** WHAT IS EXPECTED **
Beginning with the line that holds "stroke:#787878; stroke-width:8; stroke-dasharray:0" in the data below, give again every line through the one that holds "text-anchor:middle; stroke-width:8; stroke-linejoin:round;", exactly as written.

** GIVEN DATA **
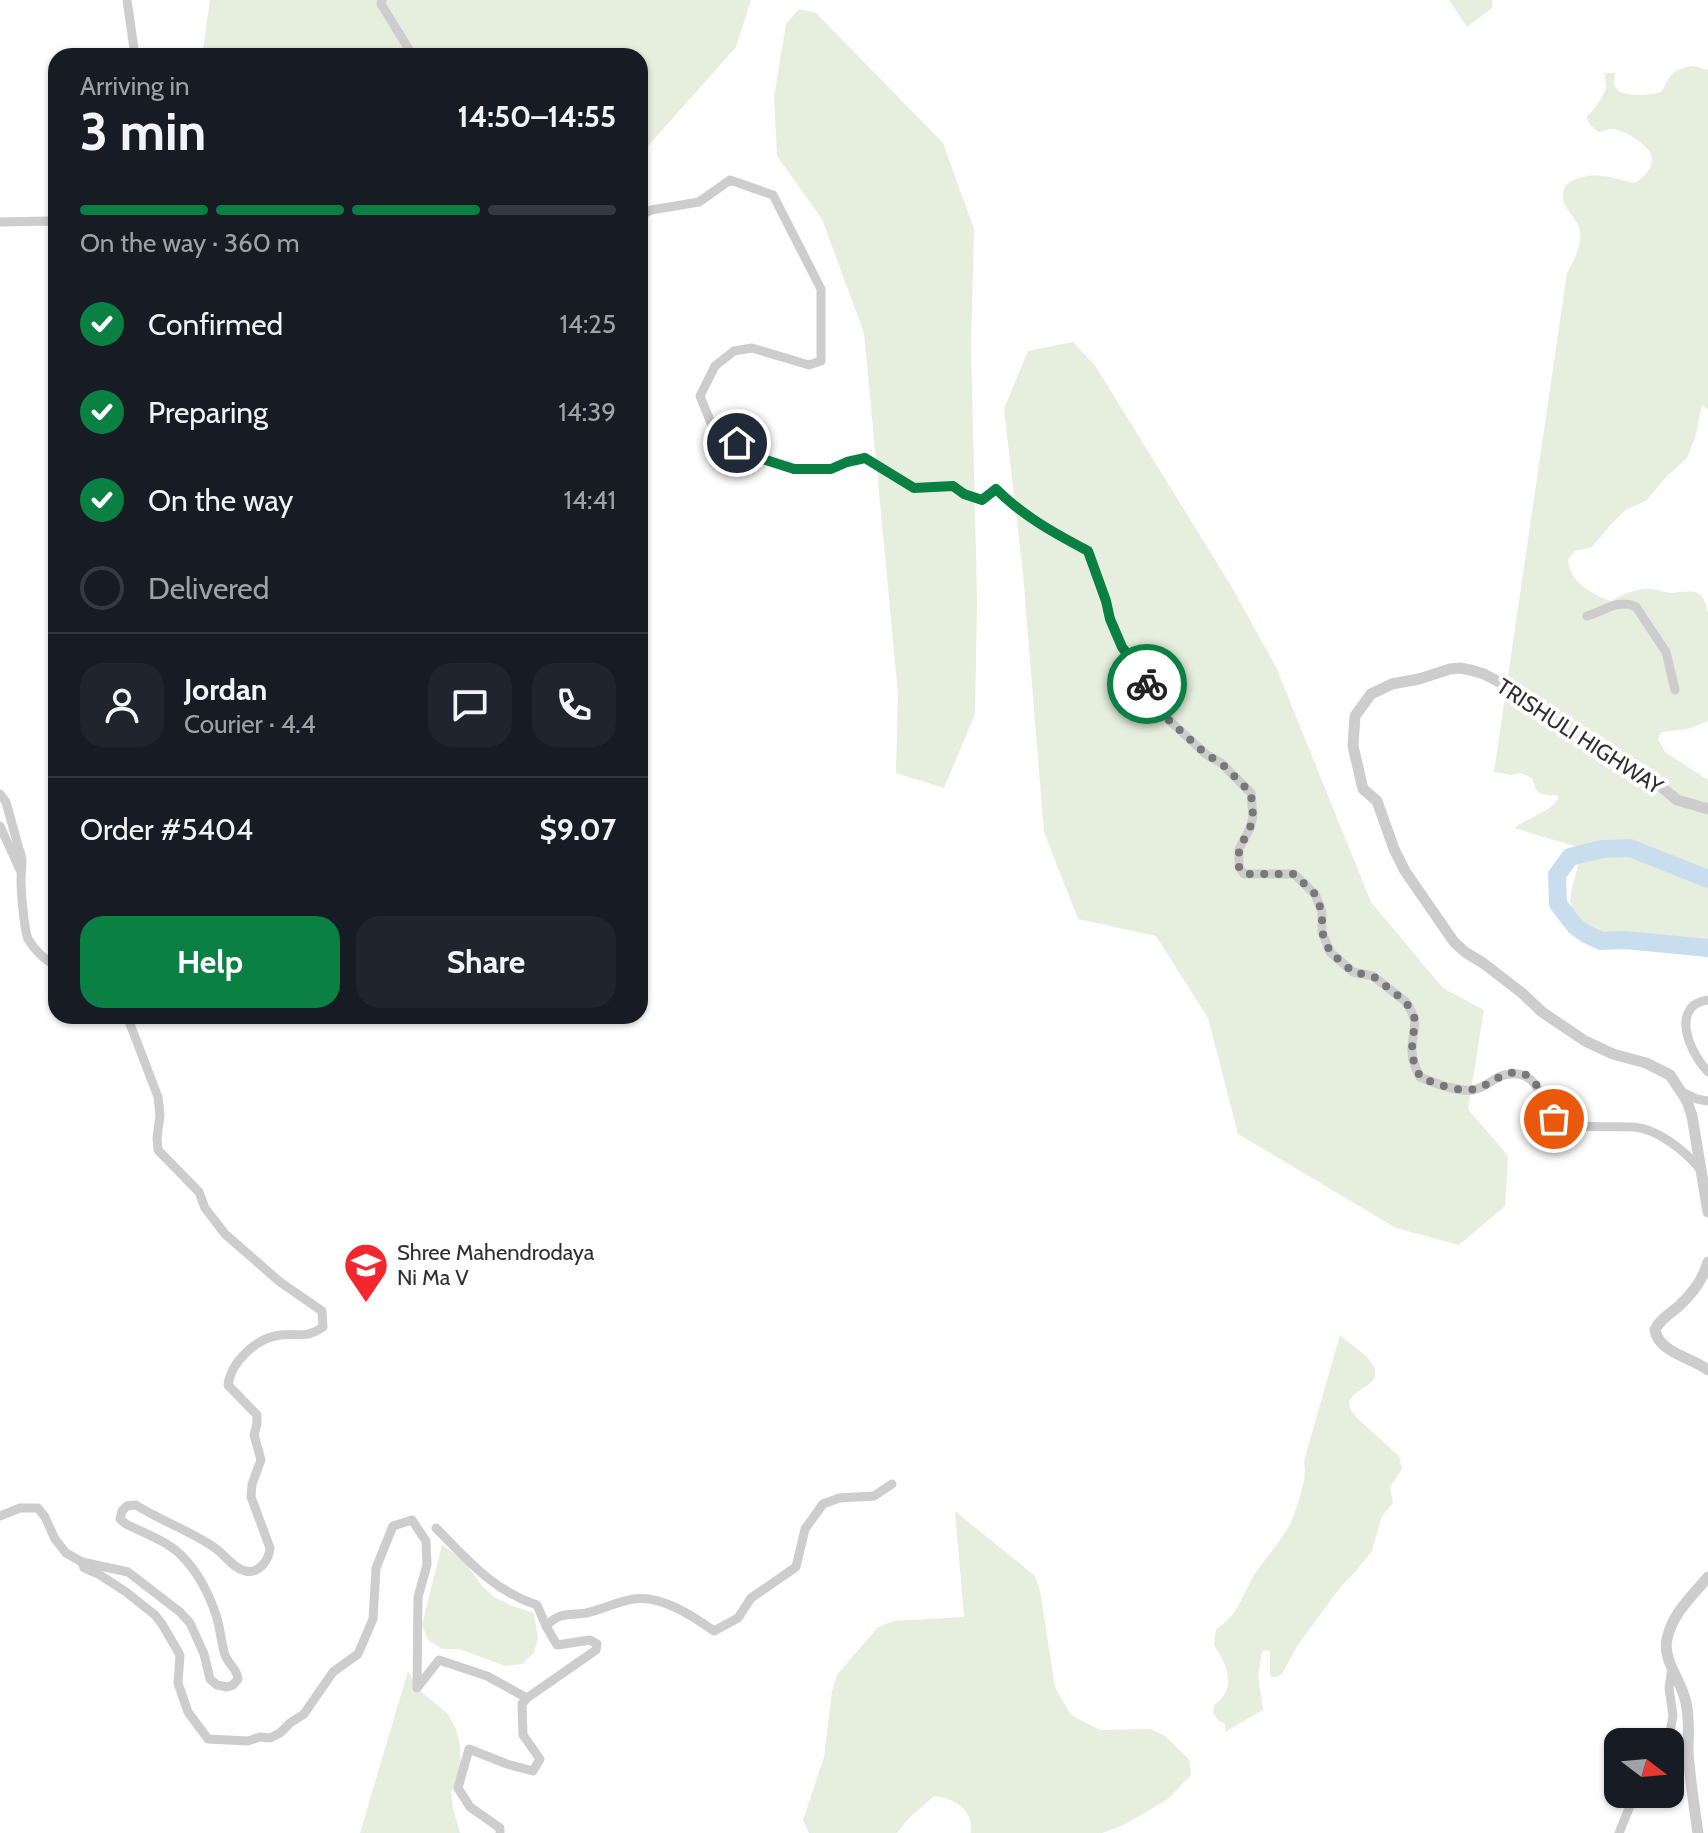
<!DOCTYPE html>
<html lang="en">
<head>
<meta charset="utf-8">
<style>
	body { margin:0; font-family:Cabin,sans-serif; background:#20242c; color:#f1f3f6; height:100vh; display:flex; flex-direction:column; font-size:30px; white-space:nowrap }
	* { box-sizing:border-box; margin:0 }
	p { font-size:26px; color:#9ea1a6 }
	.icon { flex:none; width:44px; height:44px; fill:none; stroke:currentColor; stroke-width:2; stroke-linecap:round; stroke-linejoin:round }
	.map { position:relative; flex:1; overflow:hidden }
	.details { position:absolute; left:48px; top:48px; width:600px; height:976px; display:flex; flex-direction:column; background:#171b24; border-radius:24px; box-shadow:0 2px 6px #0004 }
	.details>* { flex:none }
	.needle { width:52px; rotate:106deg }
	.controls { position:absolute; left:1604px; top:1728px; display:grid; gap:16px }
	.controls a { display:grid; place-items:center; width:80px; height:80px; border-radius:16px; background:#171b24; box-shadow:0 2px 6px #0004; font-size:40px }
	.pin { position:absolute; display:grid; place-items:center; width:68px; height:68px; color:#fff; margin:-34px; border:4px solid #fff; border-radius:50%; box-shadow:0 2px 8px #0007 }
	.courier { position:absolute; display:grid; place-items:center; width:80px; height:80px; margin:-40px; border:6px solid #0b8043; border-radius:50%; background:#fff; color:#222; box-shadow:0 2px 10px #0007 }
	.summary em { font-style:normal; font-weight:700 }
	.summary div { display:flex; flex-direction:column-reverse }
	.summary { display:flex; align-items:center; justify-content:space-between; height:136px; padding:0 32px }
	h1 { font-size:52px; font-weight:700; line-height:60px }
	.bar { display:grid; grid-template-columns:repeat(4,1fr); gap:12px 8px; align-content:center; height:96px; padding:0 32px }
	.bar i { height:10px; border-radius:6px; background:#363941 }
	.bar .on { background:#0b8043 }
	.bar p { grid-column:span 4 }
	.line { display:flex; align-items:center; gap:20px; padding:0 32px; border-top:2px solid #363941 }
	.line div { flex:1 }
	.round { display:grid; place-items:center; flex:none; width:84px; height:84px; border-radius:24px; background:#20242c }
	ol { padding:0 32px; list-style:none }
	li { display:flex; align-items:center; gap:24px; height:88px }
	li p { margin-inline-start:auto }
	li .icon { padding:8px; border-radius:50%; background:#0b8043; color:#fff; stroke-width:4 }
	li:last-child { color:#9ea1a6 }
	li i { width:44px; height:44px; border:4px solid #363941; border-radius:50% }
	.primary-button { display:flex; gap:16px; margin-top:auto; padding:16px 32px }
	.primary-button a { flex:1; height:92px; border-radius:24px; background:#0b8043; color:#fff; font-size:32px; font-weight:700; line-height:92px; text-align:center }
	.primary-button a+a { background:#20242c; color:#f1f3f6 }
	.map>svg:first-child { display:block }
	.green { fill:#e6eedd }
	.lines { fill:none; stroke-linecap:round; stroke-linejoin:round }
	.river { stroke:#c8deef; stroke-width:18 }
	.minor { stroke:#cdcdcd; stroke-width:9 }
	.tertiary { stroke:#cdcdcd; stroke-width:11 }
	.done { stroke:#787878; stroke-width:8; stroke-dasharray:0 14.4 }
	.route { stroke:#0b8043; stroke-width:10 }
	.labels { text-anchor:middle; stroke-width:8; stroke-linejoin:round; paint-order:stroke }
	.street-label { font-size:22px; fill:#303030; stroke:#fff }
	.poi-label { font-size:22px; fill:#303030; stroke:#fff; text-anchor:start }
</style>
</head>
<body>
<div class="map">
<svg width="1708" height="1833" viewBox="0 0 1708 1833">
	<rect width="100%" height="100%" fill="#fff"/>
	<g class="green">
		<polygon points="210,0 751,0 736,47 640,155 640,56 202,56"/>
		<polygon points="1449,0 1492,0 1492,8 1467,27"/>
		<polygon points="799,9 816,13 943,143 974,229 971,345 977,600 975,714 944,788 896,773 898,694 864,333 822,219 777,156 774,97 786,24"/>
		<path d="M1693 66 1708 70V410L1703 405 1701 408 1696 435 1687 458 1667 476 1647 500 1626 510 1614 521 1592 547 1575 551 1568 560C1569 582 1592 594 1611 601 1623 594 1639 587 1653 589 1659 590 1666 593 1672 593 1693 591 1704 587 1708 614V721L1688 729 1661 732 1658 739 1665 752 1708 780V942L1595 932C1559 914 1571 893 1579 862L1594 852 1514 828C1529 817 1549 813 1559 798L1556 795C1542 796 1536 795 1533 779L1526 775 1519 773 1511 775 1494 772 1567 273C1574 261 1582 245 1580 230 1577 218 1563 209 1563 196 1562 178 1589 174 1603 176 1613 177 1624 181 1634 183 1642 179 1653 169 1652 158 1651 146 1623 129 1612 129 1607 130 1603 131 1599 132 1593 128 1588 124 1587 117 1593 110 1605 96 1606 87 1606 83 1605 78 1605 73H1615L1614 85 1619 92C1634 96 1646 96 1661 92 1671 75 1671 69 1693 66Z"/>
		<polygon points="1073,342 1096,367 1230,584 1276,667 1371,902 1443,988 1484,1010 1468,1109 1508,1156 1505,1206 1459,1245 1396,1228 1238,1134 1208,1018 1156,936 1078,919 1044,832 1023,574 1004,409 1028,351"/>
		<path d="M1340 1335C1350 1345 1392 1368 1368 1385 1359 1391 1354 1392 1349 1402L1351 1410 1358 1419 1399 1456 1402 1469 1390 1487 1393 1503 1382 1516 1372 1551 1356 1571 1342 1585 1297 1646 1282 1674C1278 1677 1275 1678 1270 1676V1652L1266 1650 1262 1652 1258 1675 1263 1710 1225 1732V1724L1218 1720 1213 1713 1214 1705C1238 1688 1227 1664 1214 1645L1216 1629C1242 1613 1242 1591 1259 1568 1281 1538 1291 1531 1301 1492 1304 1481 1306 1473 1304 1461Z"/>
		<path d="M955 1511 1035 1576 1040 1591 1055 1687 1071 1715 1100 1730 1150 1729 1165 1736 1189 1759 1191 1775 1168 1799 1126 1824 1102 1833H971C973 1808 955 1799 934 1796L909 1818 897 1833H809L803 1820 824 1757 832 1691 837 1675 878 1627 894 1621 964 1617Z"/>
		<polygon points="442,1545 463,1560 482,1586 494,1597 510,1605 534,1613 538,1638 534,1653 522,1664 506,1666 459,1649 442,1649 428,1640 422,1625"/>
		<polygon points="408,1671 417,1688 448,1714 456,1729 460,1745 461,1770 460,1778 451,1792 453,1808 460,1833 360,1833"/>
	</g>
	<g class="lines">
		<polyline class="river" points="1708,879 1630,848 1602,849 1570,857 1557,875 1558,904 1575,926 1586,934 1601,941 1625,940 1708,948"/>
		<g class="minor">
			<polyline points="127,0 135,56"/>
			<polyline points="382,0 381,4 413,56"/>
			<path d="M640 216 651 210 699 202 730 180 773 195 821 289V361L809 365 752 348 734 351 715 366 700 396 713 428 760 458 794 469H831L847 462 865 458 914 488 953 486 964 494 982 500 996 489C1023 516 1054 533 1088 551L1106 601 1110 619 1122 647 1144 677 1159 711 1207 755 1221 763 1251 793 1253 816 1250 828 1239 849V867L1244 874H1294L1315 894 1322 912V932L1330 952 1353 972 1373 976 1406 1002C1422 1027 1411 1027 1412 1052 1412 1061 1416 1069 1420 1077 1434 1083 1457 1092 1473 1090 1490 1087 1497 1071 1518 1074 1545 1078 1540 1115 1561 1122 1584 1129 1610 1126 1634 1127 1658 1129 1685 1151 1700 1169"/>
			<polyline points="0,222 47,221 56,224"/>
			<path d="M1587 616C1603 611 1620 598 1636 607L1666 652 1675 690"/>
			<path d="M0 794 6 802 19 849C24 858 21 869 21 880 21 892 24 929 28 939 34 949 45 961 56 965"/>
			<polyline points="0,826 20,870"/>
			<path d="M1708 1000C1702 1001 1695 1003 1691 1008 1677 1026 1695 1058 1708 1072"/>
			<polyline points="1682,1092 1697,1099 1708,1101"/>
			<path d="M0 1516 20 1508H38L45 1517 55 1539 66 1553 82 1562 128 1572 180 1612 190 1623 204 1654 210 1679 217 1685 227 1687 233 1685 238 1679C237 1668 227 1664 224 1652 221 1640 220 1627 216 1615 209 1594 197 1571 181 1555 167 1541 144 1533 126 1524L120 1519 122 1511 127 1506 136 1505C161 1521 191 1531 215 1548 225 1555 233 1568 245 1571 259 1574 269 1560 270 1548L251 1497 252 1484 261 1460 254 1435 257 1424V1415L228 1385C231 1362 256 1338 280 1335 299 1333 305 1339 323 1327L322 1311 280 1282 225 1234 205 1208 199 1192 158 1150 157 1138 160 1115 158 1097 127 1016"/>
			<path d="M436 1528C467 1560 494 1591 537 1605L546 1626"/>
			<polyline points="82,1562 84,1568 100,1575 126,1592 155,1615 162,1624 180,1655 178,1683 188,1712 208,1739 248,1741 260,1737 270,1738 280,1733 290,1723 304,1714 333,1672 358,1654 373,1619 376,1568 393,1526 412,1520 426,1541 427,1565 418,1597 417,1688 439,1660 487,1676 527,1698"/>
			<polyline points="1668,1742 1673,1716 1669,1688 1672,1667"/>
			<path d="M500 1833V1828L470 1807 458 1788 469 1749 507 1764 533 1771 540 1759 523 1735 522 1704 527 1698 596 1650 597 1644 590 1640 557 1645 546 1626C561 1611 567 1616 586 1613 602 1610 618 1601 634 1599 661 1595 693 1616 714 1631L738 1618 751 1598 796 1567 805 1529 823 1504 839 1498 874 1496 892 1484"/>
			<polyline points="1619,1833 1635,1794"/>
		</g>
		<g class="tertiary">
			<polyline points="1708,809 1677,800 1646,774 1601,752 1550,712 1527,697 1484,674 1471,670 1460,668 1450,669 1419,679 1392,684 1371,694 1355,716 1353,746 1363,789 1377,801 1394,849 1405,871 1454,942 1465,952 1483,963 1522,993 1542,1012 1585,1041 1613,1054 1646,1063 1670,1075 1687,1101 1692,1116 1708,1212"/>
			<path d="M1708 1262C1703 1280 1692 1294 1679 1306 1670 1314 1660 1319 1655 1330 1659 1353 1691 1357 1708 1370"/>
			<path d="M1698 1833C1694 1806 1690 1779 1688 1752 1688 1735 1690 1720 1686 1703 1682 1681 1662 1660 1667 1639 1672 1614 1692 1596 1708 1577"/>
		</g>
	</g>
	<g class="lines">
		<path class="done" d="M1147 684 1159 711 1207 755 1221 763 1251 793 1253 816 1250 828 1239 849V867L1244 874H1294L1315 894 1322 912V932L1330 952 1353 972 1373 976 1406 1002 1415 1019 1412 1048 1413 1059 1420 1077C1433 1083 1460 1093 1475 1089 1491 1086 1508 1064 1528 1076 1542 1086 1544 1106 1554 1119"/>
		<path class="route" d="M737 443 760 458 794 469H831L847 462 865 458 914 488 953 486 964 494 982 500 996 489C1023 516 1054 533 1088 551L1106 601 1110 619 1122 647 1144 677 1147 684"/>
	</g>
	<defs>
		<g id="school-pin" transform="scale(2.3)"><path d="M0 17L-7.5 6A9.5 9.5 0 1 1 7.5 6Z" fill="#f3272d" stroke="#fff"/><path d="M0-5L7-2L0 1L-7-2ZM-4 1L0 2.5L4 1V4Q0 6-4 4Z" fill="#fff"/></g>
	</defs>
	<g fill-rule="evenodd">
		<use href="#school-pin" x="366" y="1265"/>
	</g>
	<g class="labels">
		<g class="street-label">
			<text transform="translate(1580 736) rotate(33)" y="8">TRISHULI HIGHWAY</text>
		</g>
		<g class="poi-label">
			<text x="397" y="1260">Shree Mahendrodaya<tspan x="397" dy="25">Ni Ma V</tspan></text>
		</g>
	</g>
</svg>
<div class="controls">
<a><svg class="needle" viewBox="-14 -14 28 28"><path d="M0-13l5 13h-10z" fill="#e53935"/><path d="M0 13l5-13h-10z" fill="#9ea1a6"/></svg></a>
</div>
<div class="pin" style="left:1554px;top:1119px;background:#ea580c"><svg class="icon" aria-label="bag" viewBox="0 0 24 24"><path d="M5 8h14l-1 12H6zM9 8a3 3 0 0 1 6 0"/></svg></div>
<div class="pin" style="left:737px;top:443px;background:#1f2937"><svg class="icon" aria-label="home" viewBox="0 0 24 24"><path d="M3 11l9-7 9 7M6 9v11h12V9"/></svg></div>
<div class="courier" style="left:1147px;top:684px"><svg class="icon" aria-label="bike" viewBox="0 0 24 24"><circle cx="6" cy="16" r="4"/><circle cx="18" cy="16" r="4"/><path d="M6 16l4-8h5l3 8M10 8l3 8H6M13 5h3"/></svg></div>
<section class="details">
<div class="summary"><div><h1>3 min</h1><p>Arriving in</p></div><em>14:50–14:55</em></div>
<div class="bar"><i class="on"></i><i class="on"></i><i class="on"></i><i></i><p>On the way · 360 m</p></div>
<ol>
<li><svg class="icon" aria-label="check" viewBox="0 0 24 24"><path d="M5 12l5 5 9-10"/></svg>Confirmed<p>14:25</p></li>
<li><svg class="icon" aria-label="check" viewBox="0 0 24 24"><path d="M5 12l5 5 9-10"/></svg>Preparing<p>14:39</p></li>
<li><svg class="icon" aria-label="check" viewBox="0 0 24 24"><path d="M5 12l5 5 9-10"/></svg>On the way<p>14:41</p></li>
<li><i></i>Delivered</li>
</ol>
<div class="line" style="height:144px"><a class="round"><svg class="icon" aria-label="person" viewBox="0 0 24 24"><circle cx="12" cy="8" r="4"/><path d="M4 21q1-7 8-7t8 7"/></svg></a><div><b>Jordan</b><p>Courier · 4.4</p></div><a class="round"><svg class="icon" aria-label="chat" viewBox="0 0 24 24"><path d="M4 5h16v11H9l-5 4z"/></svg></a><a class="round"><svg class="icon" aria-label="phone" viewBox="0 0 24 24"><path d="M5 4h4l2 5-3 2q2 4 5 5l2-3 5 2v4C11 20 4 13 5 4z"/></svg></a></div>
<div class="line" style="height:104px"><div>Order #5404</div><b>$9.07</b></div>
<div class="primary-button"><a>Help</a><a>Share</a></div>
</section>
</div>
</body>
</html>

** TASK ANSWER **
	.done { stroke:#787878; stroke-width:8; stroke-dasharray:0 14.4 }
	.route { stroke:#0b8043; stroke-width:10 }
	.labels { text-anchor:middle; stroke-width:8; stroke-linejoin:round; paint-order:stroke }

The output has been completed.